When the scientists removed the original antigens in type B blood and tested it in the lab with type O plasma, about 80% of B donor plasma was compatible with type O plasma. This went up to about 91% to 96% once the extension was also removed, which suggested that the extensions may have contributed to the initial incompatibility. 

Related: In a 1st, two people receive transfusions of lab-grown blood cells

The results are not as straightforward for type A blood, with only 20% of A donors initially not causing a reaction. That increased to about 50% after the extensions were removed. Type A appears to be more "biochemically complicated" than type B, said Dr. Steven Spitalnik, co-director of the Laboratory of Transfusion Biology at Columbia University, so the scientists will need to revise their cocktail of enzymes to do a cleaner job there.
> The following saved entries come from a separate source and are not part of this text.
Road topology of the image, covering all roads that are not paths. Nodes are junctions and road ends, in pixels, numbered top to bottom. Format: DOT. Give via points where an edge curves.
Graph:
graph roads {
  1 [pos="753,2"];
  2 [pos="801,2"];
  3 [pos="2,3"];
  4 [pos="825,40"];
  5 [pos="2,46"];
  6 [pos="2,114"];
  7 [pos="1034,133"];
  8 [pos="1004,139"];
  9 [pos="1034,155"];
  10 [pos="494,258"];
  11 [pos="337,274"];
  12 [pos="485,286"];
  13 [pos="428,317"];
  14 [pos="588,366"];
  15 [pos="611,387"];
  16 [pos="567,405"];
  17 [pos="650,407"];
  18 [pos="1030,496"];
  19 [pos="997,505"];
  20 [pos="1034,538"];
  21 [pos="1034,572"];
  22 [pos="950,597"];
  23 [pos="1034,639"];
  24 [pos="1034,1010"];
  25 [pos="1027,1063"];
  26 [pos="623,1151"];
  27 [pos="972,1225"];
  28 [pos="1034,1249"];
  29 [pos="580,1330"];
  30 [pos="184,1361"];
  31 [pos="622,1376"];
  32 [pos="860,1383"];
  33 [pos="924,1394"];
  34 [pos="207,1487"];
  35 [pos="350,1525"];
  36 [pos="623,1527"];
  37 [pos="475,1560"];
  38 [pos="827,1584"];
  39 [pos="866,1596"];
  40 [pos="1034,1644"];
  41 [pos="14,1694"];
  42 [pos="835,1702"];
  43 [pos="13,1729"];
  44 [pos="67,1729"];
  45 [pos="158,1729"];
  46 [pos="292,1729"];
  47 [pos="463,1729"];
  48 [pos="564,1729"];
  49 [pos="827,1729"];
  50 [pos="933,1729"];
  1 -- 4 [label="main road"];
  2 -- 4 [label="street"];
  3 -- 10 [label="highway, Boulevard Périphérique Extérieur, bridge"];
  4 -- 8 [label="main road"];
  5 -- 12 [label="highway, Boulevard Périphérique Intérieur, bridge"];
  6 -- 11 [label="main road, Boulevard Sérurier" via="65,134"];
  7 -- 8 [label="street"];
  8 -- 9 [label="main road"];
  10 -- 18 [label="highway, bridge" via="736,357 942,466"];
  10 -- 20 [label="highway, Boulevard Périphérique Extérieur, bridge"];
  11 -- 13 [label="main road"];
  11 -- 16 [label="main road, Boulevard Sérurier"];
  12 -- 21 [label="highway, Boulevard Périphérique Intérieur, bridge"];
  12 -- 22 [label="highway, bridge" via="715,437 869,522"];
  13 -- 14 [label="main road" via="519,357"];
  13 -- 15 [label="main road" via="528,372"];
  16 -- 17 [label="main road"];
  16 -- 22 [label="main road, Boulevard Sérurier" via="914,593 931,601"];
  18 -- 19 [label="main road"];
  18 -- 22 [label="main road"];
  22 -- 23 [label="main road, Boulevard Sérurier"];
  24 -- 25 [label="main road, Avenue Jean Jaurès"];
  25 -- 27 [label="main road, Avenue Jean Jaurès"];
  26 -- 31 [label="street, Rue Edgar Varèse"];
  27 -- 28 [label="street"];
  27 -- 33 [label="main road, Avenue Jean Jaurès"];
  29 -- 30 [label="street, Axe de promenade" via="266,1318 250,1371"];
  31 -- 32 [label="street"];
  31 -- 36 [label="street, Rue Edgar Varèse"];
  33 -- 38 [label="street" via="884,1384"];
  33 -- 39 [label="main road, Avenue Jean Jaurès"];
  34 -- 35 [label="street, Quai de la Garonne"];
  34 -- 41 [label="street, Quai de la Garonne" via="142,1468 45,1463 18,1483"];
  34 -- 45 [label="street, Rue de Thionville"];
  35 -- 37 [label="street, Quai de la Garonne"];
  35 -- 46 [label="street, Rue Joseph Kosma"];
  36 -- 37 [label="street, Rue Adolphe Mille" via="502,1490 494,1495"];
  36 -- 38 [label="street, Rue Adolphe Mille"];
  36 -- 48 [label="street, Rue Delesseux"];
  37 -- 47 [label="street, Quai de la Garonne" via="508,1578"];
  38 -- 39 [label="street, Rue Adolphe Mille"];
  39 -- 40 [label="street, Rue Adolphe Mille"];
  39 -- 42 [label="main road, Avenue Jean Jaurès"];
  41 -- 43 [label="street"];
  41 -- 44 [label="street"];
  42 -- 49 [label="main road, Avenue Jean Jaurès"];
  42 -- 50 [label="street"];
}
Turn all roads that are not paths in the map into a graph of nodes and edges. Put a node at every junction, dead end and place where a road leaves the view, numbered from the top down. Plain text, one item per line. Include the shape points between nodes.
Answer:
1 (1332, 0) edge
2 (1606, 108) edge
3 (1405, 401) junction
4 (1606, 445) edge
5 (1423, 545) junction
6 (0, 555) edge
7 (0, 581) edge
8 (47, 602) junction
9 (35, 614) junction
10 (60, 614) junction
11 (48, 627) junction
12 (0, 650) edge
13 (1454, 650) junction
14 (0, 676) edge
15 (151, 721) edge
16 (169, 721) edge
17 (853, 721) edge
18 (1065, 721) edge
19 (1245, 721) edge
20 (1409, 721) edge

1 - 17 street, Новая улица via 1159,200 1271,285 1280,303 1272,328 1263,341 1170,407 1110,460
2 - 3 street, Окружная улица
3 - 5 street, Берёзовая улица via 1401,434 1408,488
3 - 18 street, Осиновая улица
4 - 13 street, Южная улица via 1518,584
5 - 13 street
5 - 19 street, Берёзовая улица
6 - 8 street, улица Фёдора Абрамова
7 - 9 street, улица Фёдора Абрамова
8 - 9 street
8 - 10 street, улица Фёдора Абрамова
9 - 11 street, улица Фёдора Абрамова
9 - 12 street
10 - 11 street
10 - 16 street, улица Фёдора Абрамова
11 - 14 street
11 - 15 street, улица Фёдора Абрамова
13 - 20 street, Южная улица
While much more work will need to be done before this method could be safe enough to be used in real blood transfusions, it's a first step.

"The hunt has been on for the magic enzyme or the magic cocktail of enzymes, and this has gotten really close," Spitalnik, who was not involved in this work, told Live Science."Now one has to prove that this is safe and that the red cells survive in the circulation normally," he added.